## Work required
Tell me, please, how many lines in the records below include the word "where". Give no more than the number.

[Saved data entries]
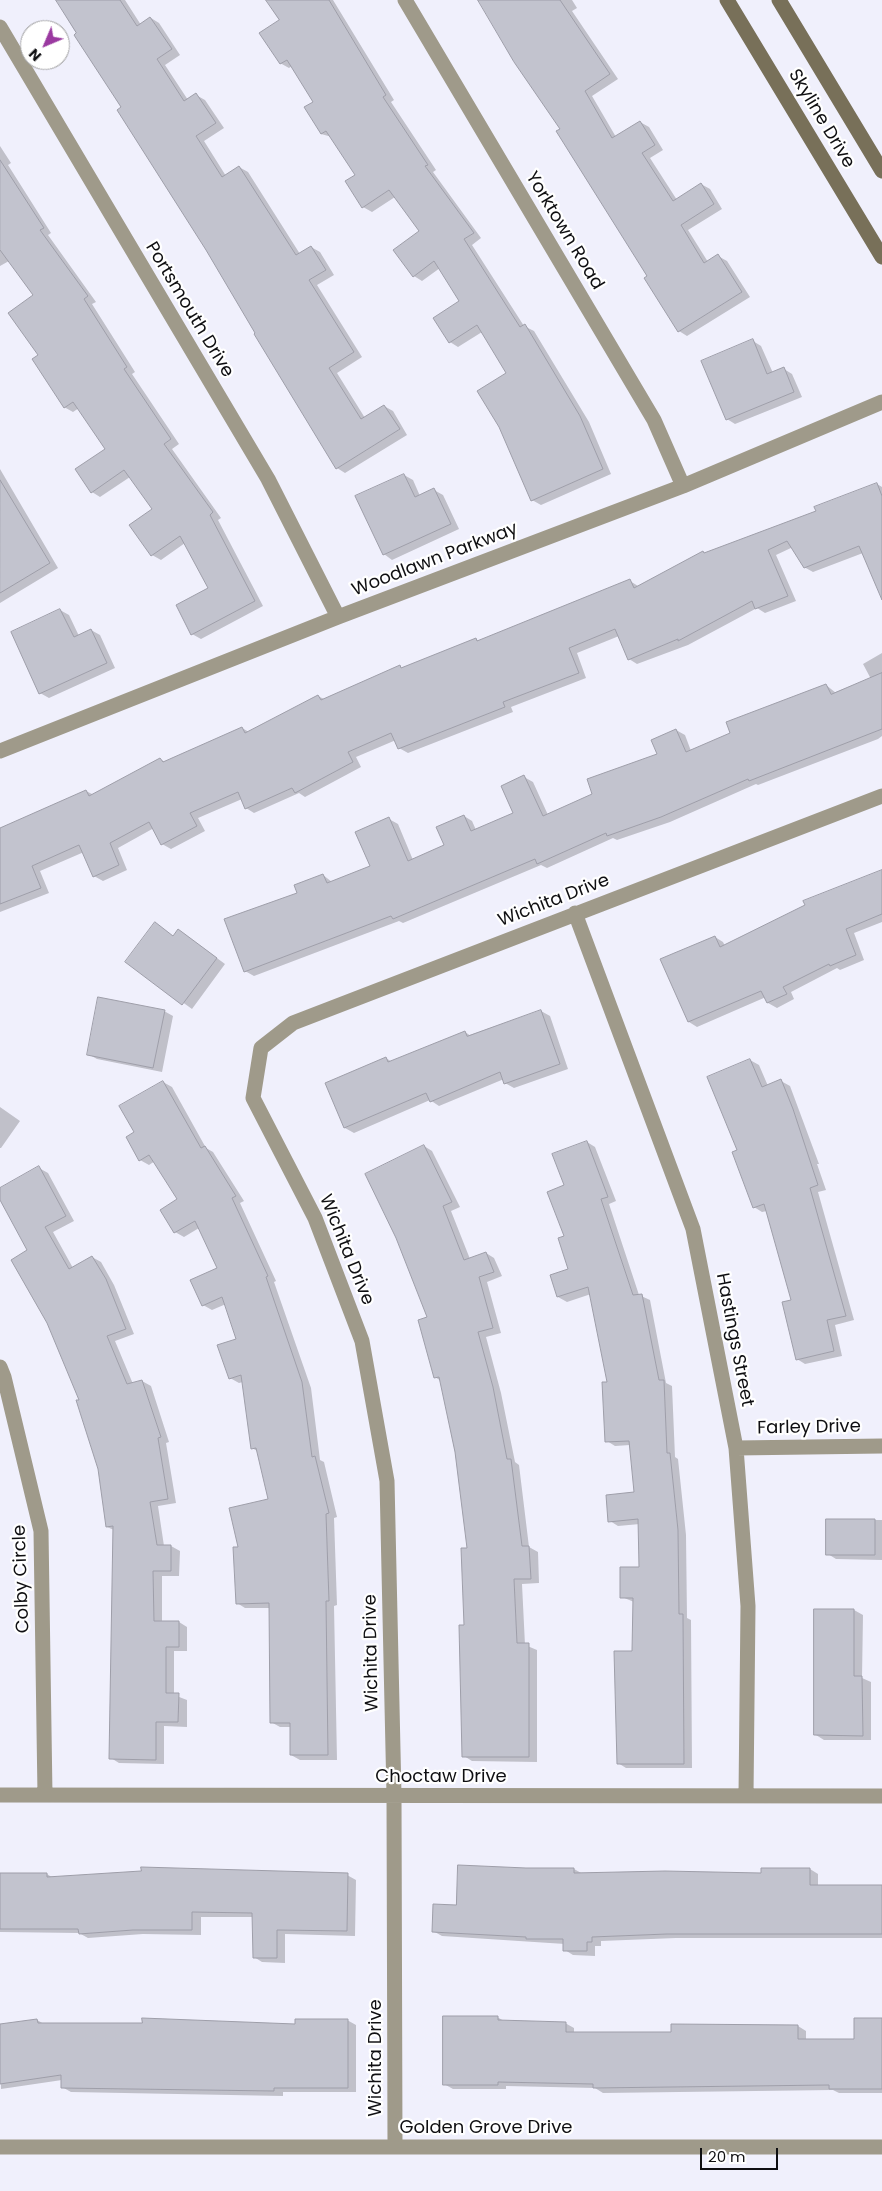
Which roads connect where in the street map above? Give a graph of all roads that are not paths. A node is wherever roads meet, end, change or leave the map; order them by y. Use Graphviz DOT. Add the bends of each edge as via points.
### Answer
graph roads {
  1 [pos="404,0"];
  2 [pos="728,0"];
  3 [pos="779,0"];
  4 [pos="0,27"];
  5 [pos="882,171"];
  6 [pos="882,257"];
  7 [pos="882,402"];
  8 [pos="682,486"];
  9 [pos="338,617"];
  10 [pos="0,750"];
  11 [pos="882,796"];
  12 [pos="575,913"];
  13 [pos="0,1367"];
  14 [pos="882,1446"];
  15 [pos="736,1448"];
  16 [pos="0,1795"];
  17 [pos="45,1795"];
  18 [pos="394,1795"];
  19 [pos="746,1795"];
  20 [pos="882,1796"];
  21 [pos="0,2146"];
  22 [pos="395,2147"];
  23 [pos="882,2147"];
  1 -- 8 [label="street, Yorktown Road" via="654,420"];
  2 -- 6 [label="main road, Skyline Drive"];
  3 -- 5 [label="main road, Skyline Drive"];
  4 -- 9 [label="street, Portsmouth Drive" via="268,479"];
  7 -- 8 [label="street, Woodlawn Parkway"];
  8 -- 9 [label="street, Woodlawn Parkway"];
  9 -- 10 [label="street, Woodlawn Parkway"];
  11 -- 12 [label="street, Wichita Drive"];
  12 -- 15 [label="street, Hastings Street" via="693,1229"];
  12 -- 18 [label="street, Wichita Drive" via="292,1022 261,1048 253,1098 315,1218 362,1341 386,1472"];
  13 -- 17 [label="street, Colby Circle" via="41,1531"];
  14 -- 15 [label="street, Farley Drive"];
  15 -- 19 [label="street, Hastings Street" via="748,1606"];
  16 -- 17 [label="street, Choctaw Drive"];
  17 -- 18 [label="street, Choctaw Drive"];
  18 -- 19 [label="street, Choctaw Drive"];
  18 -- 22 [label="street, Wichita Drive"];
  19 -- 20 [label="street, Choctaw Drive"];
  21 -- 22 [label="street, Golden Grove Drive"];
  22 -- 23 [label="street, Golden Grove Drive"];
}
---
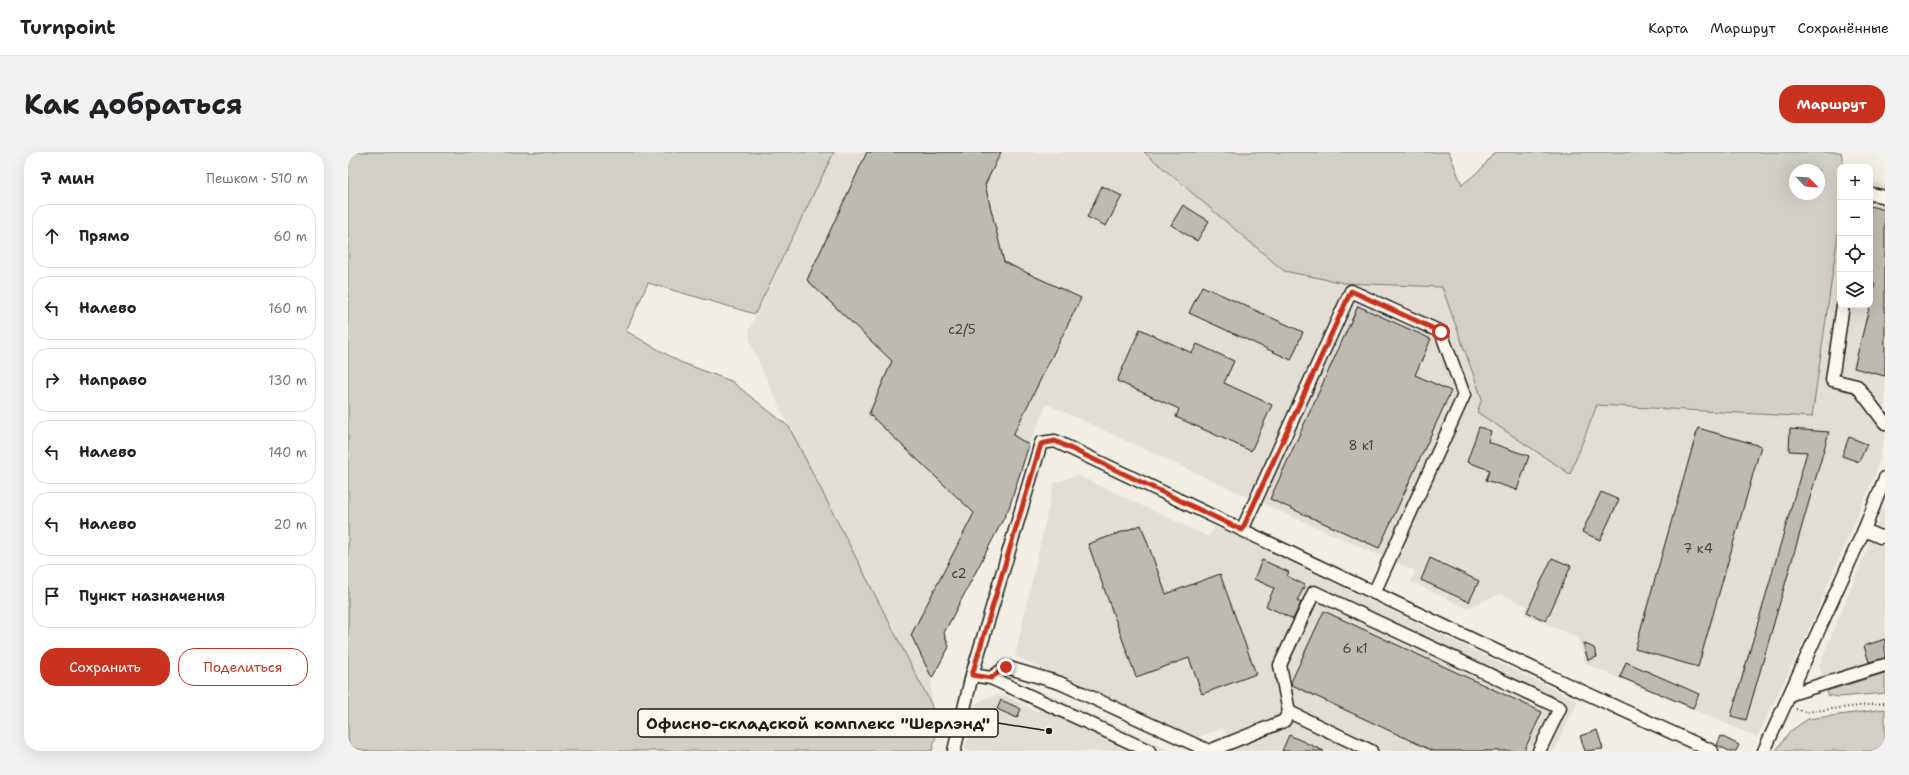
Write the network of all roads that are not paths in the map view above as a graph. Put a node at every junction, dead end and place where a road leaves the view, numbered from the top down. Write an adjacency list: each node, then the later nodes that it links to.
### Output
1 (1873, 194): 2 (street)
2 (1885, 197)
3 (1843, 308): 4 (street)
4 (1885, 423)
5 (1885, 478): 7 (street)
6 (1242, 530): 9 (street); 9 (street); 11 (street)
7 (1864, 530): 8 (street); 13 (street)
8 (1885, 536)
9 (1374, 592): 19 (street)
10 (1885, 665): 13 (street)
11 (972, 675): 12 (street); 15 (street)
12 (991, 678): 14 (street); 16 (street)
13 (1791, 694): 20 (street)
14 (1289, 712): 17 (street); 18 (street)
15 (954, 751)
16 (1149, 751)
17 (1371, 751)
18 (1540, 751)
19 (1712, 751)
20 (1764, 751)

## Solution for this exercise
2